Forecasting Averages:

Modeling Inflation With a One-Year Ahead Forecast

By: Mike Margolis

Abstract

In this paper we will be forecasting U.S. inflation over a 12 month period. We will start with the Stock and Watson (1999) equation for determining inflation. This model revolves around the conventional Philips curve using unemployment and price level. We will be using a training sample from January 1982 to December 2018 and measuring our forecast against actual data from January 2019 to the most recently available data. All data will be retrieved from the Federal Reserve Economic Database in St. Louis.

The full RMD code and project file is available through my GitHub website’s project page using the following link:

link

1. Introduction

For this analysis we will be retrieving the data from the Federal Reserve Economic Database in St. Louis (FRED). The data we will be using are: Personal Consumption Expenditures price index, chained to 2012, seasonally adjusted, measured in percent PCEPI. We also will be using monthly seasonally adjusted Unemployment Rate, measured in percent UNRATE. Non-seasonally adjusted one-year expected inflation rate, measured in percent EXPINF1YR. Seasonally adjusted total capacity utilization per month, measured in percents TCU. Seasonally adjusted new privately-owned housing units starts, measured in thousands of units per month HOUST.

Variables <- c("PCEPI", "UNRATE", "EXPINF1YR", "TCU", "HOUST")
FRED_Inflation <- tq_get(Variables,get="economic.data",from= "1982-01-01") %>%
  mutate(Date = yearmonth(date), value = price) %>%
  select(-c(date, price)) %>%
  as_tsibble(index = Date, key = symbol)
FRED_Inflation_wide <- FRED_Inflation %>%
  pivot_wider(names_from = symbol, values_from = value) %>%
  as_tsibble()

We will use this data to try and model inflation in the United States, based on the equations used to specify the Philips curve.

The Stock and Watson (1999) specification of the Philips curve is the following:

\[\begin{align*} \pi^{12}_t - \pi_{t-12} = \phi + \beta(B)\Delta\pi_{t-12} + \gamma(B)u_{t-12} + \varepsilon_{t} \end{align*}\]

The purpose of using PCEPI is inherent, the change in the PCEPI is known for capturing inflation (or deflation) across a wide range of consumer expenses. After transforming the data PCEPI will represent the level of inflation in the economy according to the left hand side of the above equation. The left hand side of the equation simply states the difference between the percentage change of price level PCEPI from a year ago to the current observed time ($\pi^{12}_t$) minus the percentage change of the 13th month lag to the 12th month lag ($\pi_{t-12}$), annualized.

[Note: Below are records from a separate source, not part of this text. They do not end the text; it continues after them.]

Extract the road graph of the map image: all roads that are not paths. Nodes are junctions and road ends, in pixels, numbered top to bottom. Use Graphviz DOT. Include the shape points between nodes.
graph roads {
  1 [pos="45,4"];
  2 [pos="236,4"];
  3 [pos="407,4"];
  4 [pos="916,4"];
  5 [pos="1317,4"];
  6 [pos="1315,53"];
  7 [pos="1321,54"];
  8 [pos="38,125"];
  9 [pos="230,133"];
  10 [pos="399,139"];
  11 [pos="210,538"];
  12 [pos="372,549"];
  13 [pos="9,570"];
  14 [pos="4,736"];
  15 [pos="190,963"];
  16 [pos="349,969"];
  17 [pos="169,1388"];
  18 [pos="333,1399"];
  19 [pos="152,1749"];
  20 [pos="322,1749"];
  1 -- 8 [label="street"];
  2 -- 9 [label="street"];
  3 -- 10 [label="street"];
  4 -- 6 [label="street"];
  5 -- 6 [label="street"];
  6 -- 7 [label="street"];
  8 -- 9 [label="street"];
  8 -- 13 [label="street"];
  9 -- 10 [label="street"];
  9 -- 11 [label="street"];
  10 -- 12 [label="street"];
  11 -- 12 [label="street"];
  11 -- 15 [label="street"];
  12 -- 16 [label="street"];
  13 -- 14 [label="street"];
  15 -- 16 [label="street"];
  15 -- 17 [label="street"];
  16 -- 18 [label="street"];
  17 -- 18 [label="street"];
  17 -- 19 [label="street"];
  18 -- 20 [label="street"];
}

There is a fundamental connection between the unemployment rate and the amount of inflation in the economy. The Philips curve is a concave slope demonstrating the relationship between the two variables. In the equation above ($u_t$) represents the annualized unemployment rate measured by UNRATE. After a lot of math, the equation above reduces and allows us to conclude the one-year ahead steady-state inflation rate is equal to a constant ($\phi$) + the steady-state of inflation + a polynomial effect ($\gamma^{*}$) from past values of lagged unemployment (12 months) multiplied by the steady-state of unemployment. A basic interpretation of the Philips curve is at lower levels of unemployment, a deviation from the steady-state of unemployment, signals that firms are increasing their demand for labor. An increase demand for labor drives wages up and companies off-set their increased costs by passing them on to consumers through higher prices for their products. The increase in costs for the same products is inflation.

However, the economy is more complex then this interpretation and more variables and/or models are needed to further predict how inflation will change in the future. For each variable we will be constructing a model using the same Philips curve equation substituting ($u_t$) for each variable: TCU,HOUST, and EXPINF1YR.

The purpose for using the number of new housing starts, HOUST, is often associated with inflation primarily through interest rates. If the Federal Reserve raises interest rates due to inflation, then permits for new housing developments will decrease. With less permits being issued new housing starts are going to decline. High interest rates also lead to an increase in the cost of borrowing. This increased costs of borrowing leads to less individuals willing to take out a loan to buy a new house. With less borrowing occurring in the market and less houses being developed housing prices will rise.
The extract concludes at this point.